LOL. Well, lets see......
Which CV are you using? What catalyst? What ratio? What are you putting it over, or whats your finishing schedule? 

Ive never had a problem with Sherwin Williams CV, in fact, I think its one of SW's best finishes. As far as finishing window, I have recoated in 4 hours, and I have waited over the weekend to recoat and I have had no issues what so ever.


----------



## RandyReed

Steve Neul said:


> If the acid catalyst is attacking the previous layer it sounds like it needs to be recoated quicker. It may have a shorter recoat window than the directions say.


If you use a sealer under the CV, it has to be catalyzed as well or it will wrinkle. 
I will wait and see what Charles's finishing schedule is and see if I can fix his problem.


----------



## Rick Mosher

I don't use CV on anything anymore. Used SW CV many years professionally as well as most other brands made at one time or another. IMO it is not a good finish for conference tables. I used 2K urethane on open pore tables and a polyester sealer with a 2K topcoat on closed pore and high gloss tables.
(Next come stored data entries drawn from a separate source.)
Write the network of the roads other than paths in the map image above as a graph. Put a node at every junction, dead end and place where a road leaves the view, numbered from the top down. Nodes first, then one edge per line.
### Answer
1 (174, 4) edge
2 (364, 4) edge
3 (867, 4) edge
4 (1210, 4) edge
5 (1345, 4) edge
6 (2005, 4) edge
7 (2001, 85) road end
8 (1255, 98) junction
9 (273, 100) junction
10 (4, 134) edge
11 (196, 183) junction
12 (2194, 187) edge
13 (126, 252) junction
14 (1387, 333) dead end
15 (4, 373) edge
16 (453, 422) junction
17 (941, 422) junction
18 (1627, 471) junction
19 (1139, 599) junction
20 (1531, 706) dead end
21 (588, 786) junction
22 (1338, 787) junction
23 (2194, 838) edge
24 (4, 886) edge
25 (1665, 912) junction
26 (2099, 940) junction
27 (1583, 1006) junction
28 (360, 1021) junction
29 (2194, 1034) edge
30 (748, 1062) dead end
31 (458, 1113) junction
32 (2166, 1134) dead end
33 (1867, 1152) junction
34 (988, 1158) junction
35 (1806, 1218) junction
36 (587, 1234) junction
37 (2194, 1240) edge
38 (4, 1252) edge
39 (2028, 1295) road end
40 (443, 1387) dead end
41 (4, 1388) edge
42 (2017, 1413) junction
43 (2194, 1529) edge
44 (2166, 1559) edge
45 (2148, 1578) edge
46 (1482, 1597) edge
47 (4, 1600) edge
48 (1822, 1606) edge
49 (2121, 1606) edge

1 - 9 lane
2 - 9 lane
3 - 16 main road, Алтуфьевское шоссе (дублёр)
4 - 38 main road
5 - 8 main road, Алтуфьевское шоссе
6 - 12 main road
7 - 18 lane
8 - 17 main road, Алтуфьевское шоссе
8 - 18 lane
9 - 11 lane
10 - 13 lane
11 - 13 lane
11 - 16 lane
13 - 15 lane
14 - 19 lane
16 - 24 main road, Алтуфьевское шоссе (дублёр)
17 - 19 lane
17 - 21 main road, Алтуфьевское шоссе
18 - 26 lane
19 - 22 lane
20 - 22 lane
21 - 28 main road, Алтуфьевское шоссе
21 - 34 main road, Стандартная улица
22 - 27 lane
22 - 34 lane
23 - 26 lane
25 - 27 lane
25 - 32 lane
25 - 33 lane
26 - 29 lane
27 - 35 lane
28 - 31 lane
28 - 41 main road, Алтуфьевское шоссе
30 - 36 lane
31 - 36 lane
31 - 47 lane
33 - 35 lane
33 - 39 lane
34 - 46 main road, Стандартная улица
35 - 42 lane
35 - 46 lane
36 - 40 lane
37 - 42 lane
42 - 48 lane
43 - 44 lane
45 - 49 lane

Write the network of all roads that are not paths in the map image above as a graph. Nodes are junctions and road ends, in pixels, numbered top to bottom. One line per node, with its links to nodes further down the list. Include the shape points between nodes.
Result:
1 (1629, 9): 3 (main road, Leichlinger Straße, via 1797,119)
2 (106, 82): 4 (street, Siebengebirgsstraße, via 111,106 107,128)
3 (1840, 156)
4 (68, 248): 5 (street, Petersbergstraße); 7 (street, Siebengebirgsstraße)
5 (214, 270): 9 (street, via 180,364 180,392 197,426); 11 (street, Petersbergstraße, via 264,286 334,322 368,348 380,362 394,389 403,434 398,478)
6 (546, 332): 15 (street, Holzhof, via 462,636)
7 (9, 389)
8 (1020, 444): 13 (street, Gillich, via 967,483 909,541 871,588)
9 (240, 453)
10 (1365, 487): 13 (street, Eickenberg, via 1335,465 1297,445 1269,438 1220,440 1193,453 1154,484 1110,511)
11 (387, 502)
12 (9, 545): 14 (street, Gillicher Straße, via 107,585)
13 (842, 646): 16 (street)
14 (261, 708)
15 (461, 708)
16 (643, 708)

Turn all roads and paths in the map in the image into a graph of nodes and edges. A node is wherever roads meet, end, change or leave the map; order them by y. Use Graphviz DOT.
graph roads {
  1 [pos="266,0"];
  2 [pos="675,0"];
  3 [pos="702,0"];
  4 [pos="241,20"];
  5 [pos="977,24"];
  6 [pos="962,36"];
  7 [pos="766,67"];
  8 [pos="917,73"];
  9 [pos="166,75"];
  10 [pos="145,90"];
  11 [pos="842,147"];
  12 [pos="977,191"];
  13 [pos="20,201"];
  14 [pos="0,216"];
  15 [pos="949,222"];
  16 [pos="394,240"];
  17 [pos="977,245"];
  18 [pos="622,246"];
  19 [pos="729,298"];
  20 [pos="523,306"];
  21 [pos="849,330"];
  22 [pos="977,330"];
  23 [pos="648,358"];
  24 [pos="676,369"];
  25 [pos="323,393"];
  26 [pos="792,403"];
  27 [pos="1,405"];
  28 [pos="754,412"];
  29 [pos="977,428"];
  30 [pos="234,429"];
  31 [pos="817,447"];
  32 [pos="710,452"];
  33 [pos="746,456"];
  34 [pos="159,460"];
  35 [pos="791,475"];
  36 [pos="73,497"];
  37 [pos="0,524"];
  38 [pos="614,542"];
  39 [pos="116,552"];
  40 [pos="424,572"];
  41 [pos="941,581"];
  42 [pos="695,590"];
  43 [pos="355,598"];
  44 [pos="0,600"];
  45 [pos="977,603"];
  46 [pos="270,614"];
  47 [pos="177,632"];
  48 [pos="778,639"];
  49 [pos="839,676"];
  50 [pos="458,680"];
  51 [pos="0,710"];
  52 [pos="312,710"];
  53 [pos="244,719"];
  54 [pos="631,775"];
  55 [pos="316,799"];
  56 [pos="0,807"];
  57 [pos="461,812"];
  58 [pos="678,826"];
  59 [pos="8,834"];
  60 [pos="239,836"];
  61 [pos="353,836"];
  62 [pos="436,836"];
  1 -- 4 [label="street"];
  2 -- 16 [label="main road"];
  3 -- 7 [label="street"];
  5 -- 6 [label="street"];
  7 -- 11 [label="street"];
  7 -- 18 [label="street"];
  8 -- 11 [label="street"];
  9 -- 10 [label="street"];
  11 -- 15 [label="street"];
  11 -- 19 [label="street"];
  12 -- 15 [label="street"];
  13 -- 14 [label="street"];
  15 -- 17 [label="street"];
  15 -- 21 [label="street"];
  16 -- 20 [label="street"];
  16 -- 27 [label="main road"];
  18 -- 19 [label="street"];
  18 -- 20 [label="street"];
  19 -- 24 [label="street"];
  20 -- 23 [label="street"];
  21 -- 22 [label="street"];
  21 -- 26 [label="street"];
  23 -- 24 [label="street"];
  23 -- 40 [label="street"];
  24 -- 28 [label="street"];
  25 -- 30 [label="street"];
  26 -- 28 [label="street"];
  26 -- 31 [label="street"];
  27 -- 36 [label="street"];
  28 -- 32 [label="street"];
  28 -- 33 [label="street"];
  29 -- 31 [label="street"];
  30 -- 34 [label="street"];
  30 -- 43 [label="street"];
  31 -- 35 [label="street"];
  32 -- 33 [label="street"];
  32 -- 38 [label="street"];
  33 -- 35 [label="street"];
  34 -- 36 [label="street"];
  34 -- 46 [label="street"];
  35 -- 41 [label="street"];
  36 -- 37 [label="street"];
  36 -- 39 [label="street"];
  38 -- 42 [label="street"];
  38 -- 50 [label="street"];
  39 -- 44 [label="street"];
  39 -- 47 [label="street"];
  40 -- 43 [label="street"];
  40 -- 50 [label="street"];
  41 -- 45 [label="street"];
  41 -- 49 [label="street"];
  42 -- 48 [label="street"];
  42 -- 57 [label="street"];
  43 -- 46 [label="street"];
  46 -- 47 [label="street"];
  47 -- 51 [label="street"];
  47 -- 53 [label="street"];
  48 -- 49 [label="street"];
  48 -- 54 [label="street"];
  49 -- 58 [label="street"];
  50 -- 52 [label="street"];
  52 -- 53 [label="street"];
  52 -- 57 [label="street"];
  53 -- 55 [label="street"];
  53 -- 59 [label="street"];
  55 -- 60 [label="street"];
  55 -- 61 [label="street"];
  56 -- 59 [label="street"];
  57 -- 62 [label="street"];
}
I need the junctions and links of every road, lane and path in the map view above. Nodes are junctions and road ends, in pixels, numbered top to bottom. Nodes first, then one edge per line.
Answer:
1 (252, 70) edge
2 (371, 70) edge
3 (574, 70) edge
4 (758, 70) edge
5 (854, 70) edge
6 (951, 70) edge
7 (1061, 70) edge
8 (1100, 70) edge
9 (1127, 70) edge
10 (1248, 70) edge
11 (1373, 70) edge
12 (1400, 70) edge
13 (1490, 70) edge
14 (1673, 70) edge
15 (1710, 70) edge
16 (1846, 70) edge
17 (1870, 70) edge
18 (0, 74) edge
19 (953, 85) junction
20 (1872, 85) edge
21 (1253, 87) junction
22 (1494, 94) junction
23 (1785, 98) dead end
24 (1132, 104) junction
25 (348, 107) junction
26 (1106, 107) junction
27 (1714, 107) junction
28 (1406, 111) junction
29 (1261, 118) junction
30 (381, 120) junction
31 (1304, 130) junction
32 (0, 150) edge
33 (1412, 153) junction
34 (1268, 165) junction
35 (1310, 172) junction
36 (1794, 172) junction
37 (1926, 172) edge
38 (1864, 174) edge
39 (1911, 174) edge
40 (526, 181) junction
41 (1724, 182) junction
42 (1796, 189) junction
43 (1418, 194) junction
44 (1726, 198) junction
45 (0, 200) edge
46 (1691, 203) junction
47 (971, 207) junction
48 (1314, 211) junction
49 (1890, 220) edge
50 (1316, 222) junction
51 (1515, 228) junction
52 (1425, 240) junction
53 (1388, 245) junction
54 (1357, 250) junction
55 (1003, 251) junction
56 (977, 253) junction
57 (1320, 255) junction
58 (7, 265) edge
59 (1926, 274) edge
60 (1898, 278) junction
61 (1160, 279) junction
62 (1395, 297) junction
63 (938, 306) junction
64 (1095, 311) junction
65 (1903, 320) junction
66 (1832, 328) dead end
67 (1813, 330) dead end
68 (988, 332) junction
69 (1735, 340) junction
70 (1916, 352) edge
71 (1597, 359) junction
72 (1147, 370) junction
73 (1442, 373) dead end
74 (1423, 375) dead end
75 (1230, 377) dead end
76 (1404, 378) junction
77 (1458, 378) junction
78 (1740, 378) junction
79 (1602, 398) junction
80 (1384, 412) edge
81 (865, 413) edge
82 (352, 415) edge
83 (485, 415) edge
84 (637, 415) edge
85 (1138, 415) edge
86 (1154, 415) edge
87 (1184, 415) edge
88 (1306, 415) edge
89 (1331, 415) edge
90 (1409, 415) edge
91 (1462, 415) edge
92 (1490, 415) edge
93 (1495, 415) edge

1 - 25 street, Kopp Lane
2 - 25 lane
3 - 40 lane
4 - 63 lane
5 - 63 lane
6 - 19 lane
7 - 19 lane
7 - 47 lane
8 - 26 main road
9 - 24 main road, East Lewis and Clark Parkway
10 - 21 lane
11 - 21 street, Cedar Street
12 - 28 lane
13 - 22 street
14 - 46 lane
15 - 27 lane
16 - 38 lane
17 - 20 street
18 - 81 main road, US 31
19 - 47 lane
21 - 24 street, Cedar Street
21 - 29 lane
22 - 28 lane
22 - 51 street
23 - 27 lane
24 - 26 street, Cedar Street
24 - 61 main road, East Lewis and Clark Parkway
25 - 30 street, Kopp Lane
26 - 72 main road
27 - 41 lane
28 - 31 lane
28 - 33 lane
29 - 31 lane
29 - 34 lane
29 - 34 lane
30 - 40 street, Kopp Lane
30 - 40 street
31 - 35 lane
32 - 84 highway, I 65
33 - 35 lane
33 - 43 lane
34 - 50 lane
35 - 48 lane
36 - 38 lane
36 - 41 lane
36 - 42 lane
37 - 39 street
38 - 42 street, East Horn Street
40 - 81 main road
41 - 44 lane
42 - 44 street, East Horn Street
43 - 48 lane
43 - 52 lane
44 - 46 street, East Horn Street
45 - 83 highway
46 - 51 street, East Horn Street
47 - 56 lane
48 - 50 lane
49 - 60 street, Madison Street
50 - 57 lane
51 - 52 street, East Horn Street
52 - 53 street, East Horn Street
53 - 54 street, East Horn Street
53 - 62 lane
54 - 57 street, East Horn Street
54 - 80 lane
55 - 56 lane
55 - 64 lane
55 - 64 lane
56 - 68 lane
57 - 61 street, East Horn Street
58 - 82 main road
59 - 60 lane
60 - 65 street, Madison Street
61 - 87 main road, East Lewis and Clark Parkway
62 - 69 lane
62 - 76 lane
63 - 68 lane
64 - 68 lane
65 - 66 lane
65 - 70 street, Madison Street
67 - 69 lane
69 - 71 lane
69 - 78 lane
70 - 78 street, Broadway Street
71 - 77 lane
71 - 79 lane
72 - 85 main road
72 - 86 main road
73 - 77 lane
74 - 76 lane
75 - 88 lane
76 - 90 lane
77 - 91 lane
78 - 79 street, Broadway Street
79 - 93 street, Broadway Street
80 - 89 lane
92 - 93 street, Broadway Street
Now I would use a WB UV cured finish as long as it would fit in our Superfici robot. 

When I was using CV, wrinkling usually happened if the previous coat was not catalyzed properly or if there was a really strong solvent (like MAK) in the topcoat that was sprayed the same day. 

Randy, originally back when CV first came out we used un-catalyzed vinyl sealer all the time. The acid in the CV cured the sealer as well. They went with catalyzed sealer because their vinyl sealer was really crappy to sand without catalyst. Then companies were sanding the catalyzed sealer on Friday, going home for the week end and spraying on Monday without re-scuffing and having adhesion and wrinkling issues. 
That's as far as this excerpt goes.